On “friends” on Facebook

Some people on Facebook never react to anything you post, but you get an eerie feeling they watch, observe, and secretly judge, and it is not paranoia. Maybe it’s the algorithm? But wait, do they ever click on an individual friend’s profile? Yes, they do. A contradiction. The crucial question is why they never give a like or comment or leave any semblance of their existence.

Maybe they’re voyeurs — scrolling through your life like it’s late-night cable.

Maybe they’re narcissists — posting their limbs, favourable angles, outfits, or a photo with their friends, relatives, whoever, claiming they are celebrating them and all the while these people are just accessories to their ego-puffed, vain existence.

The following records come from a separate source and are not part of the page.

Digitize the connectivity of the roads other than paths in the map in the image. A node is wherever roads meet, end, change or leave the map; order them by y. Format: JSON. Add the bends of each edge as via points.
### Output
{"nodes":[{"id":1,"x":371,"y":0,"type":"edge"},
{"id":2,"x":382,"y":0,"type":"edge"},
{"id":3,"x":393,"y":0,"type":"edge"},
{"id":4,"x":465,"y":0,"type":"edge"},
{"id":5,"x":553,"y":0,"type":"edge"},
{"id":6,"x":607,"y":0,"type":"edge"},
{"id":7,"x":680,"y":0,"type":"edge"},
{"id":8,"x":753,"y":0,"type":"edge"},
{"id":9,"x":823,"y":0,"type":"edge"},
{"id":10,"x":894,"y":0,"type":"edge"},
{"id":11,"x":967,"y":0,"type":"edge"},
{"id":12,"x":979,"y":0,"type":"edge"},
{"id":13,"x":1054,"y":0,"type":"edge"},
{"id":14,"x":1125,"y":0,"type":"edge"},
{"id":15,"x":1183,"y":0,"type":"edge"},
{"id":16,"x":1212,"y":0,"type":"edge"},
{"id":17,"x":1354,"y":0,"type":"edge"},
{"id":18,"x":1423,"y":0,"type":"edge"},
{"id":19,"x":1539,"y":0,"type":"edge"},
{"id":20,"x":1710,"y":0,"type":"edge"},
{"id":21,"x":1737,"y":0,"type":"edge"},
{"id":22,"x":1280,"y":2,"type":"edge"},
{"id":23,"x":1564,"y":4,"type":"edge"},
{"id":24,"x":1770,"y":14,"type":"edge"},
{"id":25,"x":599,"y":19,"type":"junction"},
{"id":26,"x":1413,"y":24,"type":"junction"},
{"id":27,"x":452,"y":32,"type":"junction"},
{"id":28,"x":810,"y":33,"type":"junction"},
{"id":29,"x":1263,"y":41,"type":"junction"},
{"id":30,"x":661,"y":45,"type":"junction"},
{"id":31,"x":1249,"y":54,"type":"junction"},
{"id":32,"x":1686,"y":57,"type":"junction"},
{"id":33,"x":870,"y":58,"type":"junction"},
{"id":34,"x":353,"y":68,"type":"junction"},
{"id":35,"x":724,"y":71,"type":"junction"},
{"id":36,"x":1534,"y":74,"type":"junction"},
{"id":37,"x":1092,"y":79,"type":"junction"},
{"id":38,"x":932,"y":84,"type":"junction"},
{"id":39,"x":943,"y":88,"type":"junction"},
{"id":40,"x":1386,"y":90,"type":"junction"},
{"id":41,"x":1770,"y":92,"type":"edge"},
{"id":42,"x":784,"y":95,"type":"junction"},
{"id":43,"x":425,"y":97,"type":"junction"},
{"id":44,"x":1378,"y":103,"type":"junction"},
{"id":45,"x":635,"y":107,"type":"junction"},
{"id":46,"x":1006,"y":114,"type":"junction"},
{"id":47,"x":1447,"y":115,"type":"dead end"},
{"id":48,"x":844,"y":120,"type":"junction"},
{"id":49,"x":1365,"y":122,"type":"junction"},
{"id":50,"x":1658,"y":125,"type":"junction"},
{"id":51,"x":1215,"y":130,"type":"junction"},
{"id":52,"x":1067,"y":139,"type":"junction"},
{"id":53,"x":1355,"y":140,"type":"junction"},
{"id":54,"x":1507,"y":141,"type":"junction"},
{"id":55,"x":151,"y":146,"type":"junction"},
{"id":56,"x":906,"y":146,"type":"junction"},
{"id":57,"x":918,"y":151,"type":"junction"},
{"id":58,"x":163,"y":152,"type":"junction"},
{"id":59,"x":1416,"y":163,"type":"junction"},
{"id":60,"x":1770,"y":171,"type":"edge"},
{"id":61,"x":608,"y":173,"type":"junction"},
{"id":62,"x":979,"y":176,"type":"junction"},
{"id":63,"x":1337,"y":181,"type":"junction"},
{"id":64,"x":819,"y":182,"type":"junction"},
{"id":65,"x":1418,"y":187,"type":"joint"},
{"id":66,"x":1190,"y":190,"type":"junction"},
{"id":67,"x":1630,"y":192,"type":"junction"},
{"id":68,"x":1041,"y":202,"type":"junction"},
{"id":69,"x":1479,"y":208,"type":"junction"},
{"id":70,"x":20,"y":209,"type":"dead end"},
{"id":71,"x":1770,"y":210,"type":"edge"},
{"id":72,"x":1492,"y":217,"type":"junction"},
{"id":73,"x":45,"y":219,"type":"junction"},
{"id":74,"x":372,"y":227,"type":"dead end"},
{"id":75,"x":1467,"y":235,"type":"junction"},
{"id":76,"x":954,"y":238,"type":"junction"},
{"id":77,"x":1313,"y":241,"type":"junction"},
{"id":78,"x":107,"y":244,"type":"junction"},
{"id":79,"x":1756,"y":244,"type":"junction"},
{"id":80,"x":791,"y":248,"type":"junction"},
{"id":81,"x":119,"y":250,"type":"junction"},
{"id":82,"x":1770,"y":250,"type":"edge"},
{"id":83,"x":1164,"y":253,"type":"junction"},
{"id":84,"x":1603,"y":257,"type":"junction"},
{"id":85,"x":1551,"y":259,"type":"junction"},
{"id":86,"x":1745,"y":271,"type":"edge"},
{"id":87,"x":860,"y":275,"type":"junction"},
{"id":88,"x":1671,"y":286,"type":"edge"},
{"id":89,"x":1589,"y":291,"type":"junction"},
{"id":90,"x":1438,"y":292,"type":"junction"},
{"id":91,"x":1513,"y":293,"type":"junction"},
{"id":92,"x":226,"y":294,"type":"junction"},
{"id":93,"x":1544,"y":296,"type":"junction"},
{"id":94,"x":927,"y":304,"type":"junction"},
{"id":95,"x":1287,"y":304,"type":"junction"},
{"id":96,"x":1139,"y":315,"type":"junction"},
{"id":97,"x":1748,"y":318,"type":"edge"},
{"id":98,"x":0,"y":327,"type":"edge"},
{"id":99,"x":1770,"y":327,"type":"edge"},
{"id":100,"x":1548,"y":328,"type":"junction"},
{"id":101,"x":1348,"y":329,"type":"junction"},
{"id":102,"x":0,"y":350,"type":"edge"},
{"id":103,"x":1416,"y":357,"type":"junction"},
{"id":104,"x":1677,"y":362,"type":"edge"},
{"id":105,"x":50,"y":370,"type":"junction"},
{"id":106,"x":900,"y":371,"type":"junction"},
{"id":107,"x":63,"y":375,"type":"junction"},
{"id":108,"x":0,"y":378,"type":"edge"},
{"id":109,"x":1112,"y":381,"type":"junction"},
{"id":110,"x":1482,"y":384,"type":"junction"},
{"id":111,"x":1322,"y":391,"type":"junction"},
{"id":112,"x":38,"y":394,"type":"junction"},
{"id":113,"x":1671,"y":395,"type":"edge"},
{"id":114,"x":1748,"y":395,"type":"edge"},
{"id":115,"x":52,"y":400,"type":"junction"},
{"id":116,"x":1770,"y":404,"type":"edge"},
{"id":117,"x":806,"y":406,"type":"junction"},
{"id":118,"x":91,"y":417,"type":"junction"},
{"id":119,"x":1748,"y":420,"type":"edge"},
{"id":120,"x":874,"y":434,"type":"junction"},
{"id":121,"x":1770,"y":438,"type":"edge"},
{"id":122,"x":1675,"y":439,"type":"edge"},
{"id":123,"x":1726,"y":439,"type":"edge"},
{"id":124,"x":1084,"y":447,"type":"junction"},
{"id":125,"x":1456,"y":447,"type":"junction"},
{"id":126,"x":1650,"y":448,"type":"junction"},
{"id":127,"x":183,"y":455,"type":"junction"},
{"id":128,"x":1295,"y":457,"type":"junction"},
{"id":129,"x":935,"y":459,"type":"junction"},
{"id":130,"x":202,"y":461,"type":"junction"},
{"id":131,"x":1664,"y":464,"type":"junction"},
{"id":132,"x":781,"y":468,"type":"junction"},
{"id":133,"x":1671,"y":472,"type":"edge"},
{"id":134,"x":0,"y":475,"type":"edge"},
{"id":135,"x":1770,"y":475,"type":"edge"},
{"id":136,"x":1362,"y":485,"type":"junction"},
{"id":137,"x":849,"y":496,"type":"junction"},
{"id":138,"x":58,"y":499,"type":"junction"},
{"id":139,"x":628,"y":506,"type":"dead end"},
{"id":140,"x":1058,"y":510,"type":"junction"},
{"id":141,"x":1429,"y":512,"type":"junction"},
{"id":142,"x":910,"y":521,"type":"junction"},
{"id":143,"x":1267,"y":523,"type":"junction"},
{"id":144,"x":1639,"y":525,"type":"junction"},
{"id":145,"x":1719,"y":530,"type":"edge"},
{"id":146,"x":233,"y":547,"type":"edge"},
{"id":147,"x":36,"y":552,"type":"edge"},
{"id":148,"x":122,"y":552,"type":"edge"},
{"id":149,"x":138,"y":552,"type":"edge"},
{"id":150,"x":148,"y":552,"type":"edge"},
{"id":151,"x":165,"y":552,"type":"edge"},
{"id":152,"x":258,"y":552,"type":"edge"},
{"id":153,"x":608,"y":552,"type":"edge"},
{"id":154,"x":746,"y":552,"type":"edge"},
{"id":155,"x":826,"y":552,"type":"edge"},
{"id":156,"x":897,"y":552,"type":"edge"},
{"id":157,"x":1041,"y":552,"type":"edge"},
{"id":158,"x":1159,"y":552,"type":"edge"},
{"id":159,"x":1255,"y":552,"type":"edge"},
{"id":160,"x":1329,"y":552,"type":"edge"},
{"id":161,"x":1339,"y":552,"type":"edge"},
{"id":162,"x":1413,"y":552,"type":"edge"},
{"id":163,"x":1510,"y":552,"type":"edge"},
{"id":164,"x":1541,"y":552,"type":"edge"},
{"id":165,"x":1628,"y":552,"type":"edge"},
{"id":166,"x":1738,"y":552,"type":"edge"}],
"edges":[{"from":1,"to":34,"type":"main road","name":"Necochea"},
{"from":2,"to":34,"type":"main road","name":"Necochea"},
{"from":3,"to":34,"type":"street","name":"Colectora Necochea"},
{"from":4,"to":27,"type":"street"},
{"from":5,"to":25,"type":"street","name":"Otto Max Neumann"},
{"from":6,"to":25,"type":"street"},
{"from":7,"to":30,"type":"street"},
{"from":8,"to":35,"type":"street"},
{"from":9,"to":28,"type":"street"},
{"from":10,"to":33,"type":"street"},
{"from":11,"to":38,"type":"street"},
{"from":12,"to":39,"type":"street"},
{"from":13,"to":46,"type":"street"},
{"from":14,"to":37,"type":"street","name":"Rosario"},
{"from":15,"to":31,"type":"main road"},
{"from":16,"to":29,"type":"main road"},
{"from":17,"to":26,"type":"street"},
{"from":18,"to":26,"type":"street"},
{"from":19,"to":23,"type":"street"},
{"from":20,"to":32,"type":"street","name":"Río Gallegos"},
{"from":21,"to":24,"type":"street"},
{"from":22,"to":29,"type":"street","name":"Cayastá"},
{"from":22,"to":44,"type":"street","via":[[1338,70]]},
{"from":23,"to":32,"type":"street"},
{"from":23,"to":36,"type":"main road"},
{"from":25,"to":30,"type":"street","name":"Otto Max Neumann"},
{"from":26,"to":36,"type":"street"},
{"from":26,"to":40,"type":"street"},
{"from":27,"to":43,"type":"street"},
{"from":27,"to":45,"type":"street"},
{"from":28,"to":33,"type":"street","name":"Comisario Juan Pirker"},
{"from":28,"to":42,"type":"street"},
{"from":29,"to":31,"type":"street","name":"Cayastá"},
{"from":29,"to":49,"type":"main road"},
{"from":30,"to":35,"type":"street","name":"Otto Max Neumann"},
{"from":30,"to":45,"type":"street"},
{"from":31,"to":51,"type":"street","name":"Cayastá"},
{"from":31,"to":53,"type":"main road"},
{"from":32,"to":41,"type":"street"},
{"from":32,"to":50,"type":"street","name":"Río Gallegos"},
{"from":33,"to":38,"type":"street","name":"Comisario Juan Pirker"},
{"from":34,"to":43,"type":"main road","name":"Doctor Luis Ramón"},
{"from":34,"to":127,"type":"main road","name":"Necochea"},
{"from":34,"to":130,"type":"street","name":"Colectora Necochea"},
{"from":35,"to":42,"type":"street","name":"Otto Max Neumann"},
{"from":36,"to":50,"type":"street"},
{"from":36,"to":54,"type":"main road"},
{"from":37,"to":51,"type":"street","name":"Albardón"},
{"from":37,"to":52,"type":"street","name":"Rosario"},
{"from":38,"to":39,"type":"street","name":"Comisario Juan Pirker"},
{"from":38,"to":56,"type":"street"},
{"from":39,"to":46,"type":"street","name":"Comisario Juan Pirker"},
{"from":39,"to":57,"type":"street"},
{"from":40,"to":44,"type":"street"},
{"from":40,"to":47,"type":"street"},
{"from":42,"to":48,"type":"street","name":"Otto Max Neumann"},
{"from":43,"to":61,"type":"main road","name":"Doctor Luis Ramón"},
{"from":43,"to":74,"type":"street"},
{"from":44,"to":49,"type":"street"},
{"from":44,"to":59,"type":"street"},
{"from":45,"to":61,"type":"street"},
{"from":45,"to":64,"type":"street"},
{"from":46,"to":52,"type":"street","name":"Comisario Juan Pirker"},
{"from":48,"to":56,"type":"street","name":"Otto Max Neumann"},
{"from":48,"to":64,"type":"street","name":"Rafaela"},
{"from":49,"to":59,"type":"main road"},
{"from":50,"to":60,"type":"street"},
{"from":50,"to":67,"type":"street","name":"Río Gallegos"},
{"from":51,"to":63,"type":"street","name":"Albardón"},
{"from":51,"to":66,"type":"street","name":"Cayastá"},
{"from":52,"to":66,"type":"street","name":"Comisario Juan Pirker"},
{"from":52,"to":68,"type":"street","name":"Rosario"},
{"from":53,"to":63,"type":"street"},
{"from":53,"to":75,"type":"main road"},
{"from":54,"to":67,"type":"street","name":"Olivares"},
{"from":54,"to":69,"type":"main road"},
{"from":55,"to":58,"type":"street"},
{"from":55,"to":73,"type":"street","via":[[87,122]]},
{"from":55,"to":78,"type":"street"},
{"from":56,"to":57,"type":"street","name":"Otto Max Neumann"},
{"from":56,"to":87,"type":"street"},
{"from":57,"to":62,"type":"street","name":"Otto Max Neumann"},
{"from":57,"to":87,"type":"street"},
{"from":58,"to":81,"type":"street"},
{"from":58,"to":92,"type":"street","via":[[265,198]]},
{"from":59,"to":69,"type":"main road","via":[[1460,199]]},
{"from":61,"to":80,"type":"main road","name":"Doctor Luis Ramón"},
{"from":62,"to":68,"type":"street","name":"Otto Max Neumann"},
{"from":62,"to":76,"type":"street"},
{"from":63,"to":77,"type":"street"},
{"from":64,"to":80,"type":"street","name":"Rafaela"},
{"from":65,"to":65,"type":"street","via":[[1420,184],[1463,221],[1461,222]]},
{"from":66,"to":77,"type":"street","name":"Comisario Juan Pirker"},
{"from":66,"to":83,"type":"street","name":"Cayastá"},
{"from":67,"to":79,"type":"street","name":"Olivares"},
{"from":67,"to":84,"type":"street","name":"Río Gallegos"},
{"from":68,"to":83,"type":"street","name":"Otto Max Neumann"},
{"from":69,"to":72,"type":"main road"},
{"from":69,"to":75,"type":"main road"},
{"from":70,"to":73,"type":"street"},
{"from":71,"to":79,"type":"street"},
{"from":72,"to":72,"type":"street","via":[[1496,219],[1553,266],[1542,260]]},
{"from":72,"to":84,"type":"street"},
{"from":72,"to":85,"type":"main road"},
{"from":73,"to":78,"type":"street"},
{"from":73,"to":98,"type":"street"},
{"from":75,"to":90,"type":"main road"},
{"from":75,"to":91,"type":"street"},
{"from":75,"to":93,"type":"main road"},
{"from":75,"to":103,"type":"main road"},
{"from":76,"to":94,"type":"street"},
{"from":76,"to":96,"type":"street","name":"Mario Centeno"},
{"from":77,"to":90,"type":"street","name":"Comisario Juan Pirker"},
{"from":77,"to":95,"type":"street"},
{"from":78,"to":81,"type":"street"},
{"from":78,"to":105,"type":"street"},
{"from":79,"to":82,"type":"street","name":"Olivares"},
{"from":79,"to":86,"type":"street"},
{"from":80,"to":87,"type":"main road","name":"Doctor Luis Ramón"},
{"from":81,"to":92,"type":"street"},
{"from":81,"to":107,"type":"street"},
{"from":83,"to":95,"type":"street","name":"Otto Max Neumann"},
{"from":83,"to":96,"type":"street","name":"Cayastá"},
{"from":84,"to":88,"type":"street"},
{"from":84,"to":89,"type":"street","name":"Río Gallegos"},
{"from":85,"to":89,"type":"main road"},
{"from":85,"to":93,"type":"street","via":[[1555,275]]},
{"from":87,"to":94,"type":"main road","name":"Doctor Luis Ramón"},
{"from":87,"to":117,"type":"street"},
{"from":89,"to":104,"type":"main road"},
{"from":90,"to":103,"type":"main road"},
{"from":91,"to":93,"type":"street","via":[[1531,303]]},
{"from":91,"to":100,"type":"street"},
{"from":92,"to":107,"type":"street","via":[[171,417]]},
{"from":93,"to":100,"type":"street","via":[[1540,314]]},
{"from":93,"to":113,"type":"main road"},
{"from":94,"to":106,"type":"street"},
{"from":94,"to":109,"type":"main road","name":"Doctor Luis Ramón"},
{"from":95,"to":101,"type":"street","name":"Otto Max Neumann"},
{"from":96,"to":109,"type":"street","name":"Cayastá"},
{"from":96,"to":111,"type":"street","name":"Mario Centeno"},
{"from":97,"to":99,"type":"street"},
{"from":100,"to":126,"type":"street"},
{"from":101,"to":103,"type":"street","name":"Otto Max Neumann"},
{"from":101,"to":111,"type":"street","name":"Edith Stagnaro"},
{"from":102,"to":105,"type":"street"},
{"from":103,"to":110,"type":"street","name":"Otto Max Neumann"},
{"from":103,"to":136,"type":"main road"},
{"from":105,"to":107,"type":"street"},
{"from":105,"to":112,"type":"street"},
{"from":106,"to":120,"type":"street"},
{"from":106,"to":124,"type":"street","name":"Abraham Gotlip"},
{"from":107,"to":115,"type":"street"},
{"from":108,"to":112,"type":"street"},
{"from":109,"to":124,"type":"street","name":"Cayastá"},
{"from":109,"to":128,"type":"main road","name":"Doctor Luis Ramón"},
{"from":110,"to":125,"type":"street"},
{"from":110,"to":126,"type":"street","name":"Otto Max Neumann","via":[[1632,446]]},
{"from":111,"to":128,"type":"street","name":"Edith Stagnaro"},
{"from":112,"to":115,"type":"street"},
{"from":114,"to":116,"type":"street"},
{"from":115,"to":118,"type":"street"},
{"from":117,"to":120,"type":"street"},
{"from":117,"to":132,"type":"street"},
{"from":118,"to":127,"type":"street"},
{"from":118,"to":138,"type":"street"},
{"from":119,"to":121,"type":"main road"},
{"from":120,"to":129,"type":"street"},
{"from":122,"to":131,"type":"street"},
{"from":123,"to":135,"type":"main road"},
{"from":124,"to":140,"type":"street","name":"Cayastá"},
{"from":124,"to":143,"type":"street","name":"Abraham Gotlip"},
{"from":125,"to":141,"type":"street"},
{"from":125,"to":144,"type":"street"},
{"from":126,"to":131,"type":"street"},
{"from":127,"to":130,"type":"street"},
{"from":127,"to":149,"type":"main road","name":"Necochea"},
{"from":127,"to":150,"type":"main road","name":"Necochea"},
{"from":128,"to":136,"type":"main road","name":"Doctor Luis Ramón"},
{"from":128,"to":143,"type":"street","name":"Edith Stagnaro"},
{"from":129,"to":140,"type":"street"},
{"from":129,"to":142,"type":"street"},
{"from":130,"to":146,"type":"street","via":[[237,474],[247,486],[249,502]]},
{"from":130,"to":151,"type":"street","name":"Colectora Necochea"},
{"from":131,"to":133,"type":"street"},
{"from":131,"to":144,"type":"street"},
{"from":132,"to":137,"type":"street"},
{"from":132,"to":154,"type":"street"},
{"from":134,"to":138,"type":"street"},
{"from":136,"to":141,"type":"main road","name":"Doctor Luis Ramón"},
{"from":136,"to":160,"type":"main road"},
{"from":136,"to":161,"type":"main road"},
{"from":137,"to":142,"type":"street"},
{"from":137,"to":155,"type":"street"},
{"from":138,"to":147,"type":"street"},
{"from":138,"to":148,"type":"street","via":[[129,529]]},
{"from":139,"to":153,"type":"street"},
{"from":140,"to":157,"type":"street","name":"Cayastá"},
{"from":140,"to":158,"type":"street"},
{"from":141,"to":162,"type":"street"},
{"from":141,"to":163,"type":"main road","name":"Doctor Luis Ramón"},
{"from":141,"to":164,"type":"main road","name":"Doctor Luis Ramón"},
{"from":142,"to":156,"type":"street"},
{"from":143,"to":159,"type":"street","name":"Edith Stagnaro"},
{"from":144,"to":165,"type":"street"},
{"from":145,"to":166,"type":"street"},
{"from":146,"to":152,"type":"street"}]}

Some treat Facebook like a trophy shelf, only to post for validation and to be envied by people they do not really care about.

So, what’s the conclusion?

These people are not friends nor acquaintances. They are categories, such as Observers, Performers, Spectators, Attention-seekers, etc. Facebook was supposed to be for sharing knowledge, ideas, notes, hanging out, for fun, for a good time between "friends" or whatever you want to define this phenomenon. G+ was a platform that channelled that type of interaction. Alas, it ceased to exist.


So, do you remove those so-called friends?

No need.

You quietly curate your list —

the same way a museum removes a dusty exhibit:

politely, silently, and without a press release.


Real people react. The rest just scroll away.